As soon as they left, I regretted doing this. I recalled it was not easy being alone with a dead man. It is then that I felt the cold. It was so cold that frost on the window, along which the sofa with the dead man was, drew small, icy figures. I looked at the dead man and while I was moving the sides of his jacket, I noticed the man move slightly, as if he shook. I was shocked, but was not at first sure whether the body had moved. Still, I wondered why the whole of his body moved and recalled that that was what it was supposed to do because rigour mortis had already set in. But, I consoled myself:

-- I imagined that. It is not true. Why would a dead man be moving? How come this never happened to me before?

I continued to do my job and looked at the gash on the sweater to determine as best as possible what he was attacked with. It was obvious the wound was from a knife. I had forgotten that he had moved, when suddenly, he shook again. I froze from fear now. I made a few steps backwards and looked at him wide-eyed. He shook again and again, as if he was trying to tell me this was all true. I began talking to myself, almost out loud:

-- Impossible! He is not alive! He is dead, he can’t do anything to me!

Films from the past started unwinding before my eyes, films from my childhood. I lived near a cemetery. While I watched the column of people at funerals of their loved ones, I often wondered “What if the dead man comes to life, if he climbs out of the grave and starts moving? My house is close, maybe he comes to me”.

Medical examiners better than roosters 

My mother told me that a long time ago, werewolves used to walk around the village after midnight, while everybody was asleep. They would return to their graves before morning, just as the first rooster crowed. I looked at my watch, it was half past midnight. I would have loved for a rooster to crow in Petrusevac, but morning was far off.

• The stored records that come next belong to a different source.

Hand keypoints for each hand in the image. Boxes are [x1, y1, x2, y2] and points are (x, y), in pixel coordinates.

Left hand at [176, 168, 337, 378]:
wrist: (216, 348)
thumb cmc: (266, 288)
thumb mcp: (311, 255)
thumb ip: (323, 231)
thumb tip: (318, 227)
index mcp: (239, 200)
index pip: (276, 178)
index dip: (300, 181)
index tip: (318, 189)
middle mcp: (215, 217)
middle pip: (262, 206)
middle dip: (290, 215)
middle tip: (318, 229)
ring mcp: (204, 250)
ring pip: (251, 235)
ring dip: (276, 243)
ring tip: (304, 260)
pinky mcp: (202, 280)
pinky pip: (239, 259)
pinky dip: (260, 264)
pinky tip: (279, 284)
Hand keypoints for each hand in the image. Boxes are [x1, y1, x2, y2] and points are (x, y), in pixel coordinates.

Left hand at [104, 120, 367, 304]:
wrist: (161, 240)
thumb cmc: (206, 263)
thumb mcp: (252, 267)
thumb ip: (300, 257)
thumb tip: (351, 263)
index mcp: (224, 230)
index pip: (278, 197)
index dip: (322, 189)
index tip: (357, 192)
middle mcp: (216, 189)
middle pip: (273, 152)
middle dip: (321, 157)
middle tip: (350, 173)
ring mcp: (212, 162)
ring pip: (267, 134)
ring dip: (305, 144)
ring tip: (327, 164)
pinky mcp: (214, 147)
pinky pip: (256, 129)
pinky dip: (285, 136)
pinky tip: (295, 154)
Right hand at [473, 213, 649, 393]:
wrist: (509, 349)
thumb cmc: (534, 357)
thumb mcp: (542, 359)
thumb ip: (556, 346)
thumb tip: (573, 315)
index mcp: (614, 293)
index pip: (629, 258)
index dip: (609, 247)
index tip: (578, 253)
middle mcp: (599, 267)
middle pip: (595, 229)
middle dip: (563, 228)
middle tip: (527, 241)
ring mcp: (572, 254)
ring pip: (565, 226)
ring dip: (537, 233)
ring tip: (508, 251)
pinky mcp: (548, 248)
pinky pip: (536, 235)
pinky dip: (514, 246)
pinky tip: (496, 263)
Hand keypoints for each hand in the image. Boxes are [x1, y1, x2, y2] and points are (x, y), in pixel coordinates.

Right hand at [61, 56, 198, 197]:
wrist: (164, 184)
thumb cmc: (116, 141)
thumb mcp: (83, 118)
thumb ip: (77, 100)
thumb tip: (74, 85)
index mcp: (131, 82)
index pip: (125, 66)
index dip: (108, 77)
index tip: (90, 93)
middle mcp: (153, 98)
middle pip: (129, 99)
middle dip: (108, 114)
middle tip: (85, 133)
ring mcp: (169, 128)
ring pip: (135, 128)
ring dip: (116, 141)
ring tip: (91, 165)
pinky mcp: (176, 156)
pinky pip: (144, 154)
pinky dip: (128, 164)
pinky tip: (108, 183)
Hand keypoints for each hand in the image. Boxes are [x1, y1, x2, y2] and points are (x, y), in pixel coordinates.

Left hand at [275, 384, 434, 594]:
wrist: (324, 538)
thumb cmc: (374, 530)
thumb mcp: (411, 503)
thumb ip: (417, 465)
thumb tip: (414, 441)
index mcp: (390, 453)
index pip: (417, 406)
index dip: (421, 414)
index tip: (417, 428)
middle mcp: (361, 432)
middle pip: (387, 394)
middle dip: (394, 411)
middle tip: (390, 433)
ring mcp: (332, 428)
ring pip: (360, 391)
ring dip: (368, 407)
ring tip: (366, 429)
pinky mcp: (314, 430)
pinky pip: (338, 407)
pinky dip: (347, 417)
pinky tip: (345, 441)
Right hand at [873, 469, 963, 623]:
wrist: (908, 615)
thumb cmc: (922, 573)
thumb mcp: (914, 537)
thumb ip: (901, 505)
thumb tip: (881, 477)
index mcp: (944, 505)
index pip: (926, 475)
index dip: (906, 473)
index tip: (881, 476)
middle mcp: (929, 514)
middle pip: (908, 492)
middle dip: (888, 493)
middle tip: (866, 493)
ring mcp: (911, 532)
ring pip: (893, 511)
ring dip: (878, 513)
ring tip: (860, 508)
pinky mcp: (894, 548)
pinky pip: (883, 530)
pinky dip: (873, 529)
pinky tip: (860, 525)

For a moment I thought about leaving the house, join my colleagues at the inn and not tell them what happened. But, I did not because I concluded I would be ashamed on myself later. I convinced myself that a policeman should not fear anything, dangers are a part of this profession.

It lasted a long time, perhaps half an hour, and then I remembered hallucinations and convinced myself this was merely a hallucination caused by tiredness, cold and what not. I convinced myself that the dead man was not moving and, although he shook many times later, I did not take heed. I believed it was not true.

When I made sure the dead man was not moving, that it was not true, there arrived body carriers clothed in blue overalls with gloves that were to take him to the Forensics Institute. I thought “These guys are better than roosters”.

-- Hi Lazo, we always meet in these circumstances, next to a dead man, when will we meet optionally, at beer?

-- Yes, yes – he barely stuttered and thought that, after all this, a beer would be welcome.

The wife and cat did it 

They raised the dead man and a moment later a cat peeked out beneath the pillow, jumped onto the floor and wiggled between our legs into the hallway and disappeared into the night. Nobody but me paid attention to the cat. I was relieved, everything was clear to me now. It was warm for the cat underneath the pillow in this room. It moved occasionally and as the dead man was stiff, he shook lightly.

A little later, police officer Begovic arrived from the Inn. He said the deceased had never been at the inn and was not attacked there. His wife made it up. She was brought in for questioning and she admitted to killing her husband. She threw the bloody knife into the trash in the street. She made her son tell us that “daddy came from the inn” and I recalled: “That is where the blood drops came from. They dripped off the knife”.

After this, it became clearer where werewolf stories came from. They are only partially true, from where something unknown remained, somebody added something. I held on ‘my case’ until the end, I have added nothing, which is why my story is like this.